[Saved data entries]
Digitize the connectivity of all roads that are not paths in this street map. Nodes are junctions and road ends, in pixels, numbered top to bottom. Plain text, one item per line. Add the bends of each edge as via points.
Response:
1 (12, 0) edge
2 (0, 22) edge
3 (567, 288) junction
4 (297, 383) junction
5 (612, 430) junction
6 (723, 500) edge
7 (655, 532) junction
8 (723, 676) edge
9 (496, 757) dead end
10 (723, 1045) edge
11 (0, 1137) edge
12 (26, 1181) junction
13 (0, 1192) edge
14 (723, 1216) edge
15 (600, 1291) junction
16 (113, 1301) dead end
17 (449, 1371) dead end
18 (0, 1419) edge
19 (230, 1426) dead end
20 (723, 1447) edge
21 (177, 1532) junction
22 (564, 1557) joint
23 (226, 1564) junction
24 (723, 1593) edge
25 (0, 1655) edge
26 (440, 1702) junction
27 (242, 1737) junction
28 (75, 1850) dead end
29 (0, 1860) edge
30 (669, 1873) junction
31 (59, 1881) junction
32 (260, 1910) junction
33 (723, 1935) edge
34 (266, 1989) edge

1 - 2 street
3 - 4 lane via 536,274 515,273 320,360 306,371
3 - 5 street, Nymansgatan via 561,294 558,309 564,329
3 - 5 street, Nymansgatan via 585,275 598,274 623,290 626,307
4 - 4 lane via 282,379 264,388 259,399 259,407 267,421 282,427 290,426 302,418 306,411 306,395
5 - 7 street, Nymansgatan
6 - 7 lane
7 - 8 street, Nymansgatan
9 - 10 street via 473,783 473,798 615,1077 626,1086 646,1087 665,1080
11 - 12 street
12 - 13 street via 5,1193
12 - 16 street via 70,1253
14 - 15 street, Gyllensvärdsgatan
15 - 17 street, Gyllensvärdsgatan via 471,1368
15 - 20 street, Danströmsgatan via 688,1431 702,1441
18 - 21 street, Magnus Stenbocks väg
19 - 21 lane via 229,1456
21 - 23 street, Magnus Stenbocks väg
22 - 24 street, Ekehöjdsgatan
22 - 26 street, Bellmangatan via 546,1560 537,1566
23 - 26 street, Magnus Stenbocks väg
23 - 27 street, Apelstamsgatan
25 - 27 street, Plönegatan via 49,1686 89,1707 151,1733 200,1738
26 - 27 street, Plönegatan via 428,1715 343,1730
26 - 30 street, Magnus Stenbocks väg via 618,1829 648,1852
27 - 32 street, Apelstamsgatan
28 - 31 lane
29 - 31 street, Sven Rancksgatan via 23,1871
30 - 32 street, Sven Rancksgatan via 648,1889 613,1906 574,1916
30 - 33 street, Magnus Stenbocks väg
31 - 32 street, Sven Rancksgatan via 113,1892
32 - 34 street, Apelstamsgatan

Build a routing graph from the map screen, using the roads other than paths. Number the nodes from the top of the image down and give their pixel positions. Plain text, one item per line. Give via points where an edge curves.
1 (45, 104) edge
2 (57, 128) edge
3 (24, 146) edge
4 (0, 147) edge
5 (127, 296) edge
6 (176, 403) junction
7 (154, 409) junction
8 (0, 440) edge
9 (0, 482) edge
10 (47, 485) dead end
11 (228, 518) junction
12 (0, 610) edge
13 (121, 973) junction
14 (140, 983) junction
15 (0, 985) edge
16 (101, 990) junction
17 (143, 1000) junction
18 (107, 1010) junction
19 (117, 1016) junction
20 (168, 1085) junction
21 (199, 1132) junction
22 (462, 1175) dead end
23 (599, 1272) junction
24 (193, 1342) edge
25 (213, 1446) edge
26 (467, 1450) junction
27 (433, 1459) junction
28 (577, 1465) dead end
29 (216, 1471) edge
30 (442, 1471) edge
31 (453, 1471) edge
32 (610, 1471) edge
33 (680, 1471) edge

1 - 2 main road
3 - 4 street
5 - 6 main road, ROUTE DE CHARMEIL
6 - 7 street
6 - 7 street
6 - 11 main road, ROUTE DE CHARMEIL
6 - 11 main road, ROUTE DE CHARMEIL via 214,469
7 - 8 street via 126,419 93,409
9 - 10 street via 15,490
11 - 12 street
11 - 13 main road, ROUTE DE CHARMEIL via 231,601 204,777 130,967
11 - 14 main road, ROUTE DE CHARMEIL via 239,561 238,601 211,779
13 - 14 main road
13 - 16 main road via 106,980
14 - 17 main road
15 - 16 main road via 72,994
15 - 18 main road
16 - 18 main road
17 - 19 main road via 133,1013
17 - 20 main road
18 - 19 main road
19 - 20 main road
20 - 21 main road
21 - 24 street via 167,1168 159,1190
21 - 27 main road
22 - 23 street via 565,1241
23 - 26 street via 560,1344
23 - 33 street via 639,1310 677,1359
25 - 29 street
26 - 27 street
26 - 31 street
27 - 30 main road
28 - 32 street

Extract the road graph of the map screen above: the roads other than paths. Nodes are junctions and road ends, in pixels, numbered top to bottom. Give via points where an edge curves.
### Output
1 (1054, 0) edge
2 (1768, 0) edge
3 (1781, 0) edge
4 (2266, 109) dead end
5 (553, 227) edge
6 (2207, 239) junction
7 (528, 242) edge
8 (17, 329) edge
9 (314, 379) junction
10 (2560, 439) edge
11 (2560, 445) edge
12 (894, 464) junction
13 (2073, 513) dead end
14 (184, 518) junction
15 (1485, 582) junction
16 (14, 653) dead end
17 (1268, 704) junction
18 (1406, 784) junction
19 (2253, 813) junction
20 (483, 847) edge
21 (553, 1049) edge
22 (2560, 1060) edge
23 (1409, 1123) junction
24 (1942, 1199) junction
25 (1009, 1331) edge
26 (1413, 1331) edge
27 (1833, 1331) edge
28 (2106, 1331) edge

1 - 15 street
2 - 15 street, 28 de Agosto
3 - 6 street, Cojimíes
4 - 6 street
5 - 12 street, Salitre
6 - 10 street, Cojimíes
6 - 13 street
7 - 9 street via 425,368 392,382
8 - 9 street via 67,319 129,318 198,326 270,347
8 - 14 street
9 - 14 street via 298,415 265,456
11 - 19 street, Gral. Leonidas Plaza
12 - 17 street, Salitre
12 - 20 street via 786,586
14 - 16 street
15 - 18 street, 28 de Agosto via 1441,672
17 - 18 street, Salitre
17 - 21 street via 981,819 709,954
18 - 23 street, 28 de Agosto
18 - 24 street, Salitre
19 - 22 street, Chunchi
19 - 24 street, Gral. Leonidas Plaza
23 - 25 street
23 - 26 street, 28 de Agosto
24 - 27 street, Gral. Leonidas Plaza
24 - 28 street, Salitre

- **HOW TO COMPLETE THIS TASK**: Show every line in the entries where the string "Stenbocks" occurs.

- **ANSWER TO THIS TASK**:
18 - 21 street, Magnus Stenbocks väg
21 - 23 street, Magnus Stenbocks väg
23 - 26 street, Magnus Stenbocks väg
26 - 30 street, Magnus Stenbocks väg via 618,1829 648,1852
30 - 33 street, Magnus Stenbocks väg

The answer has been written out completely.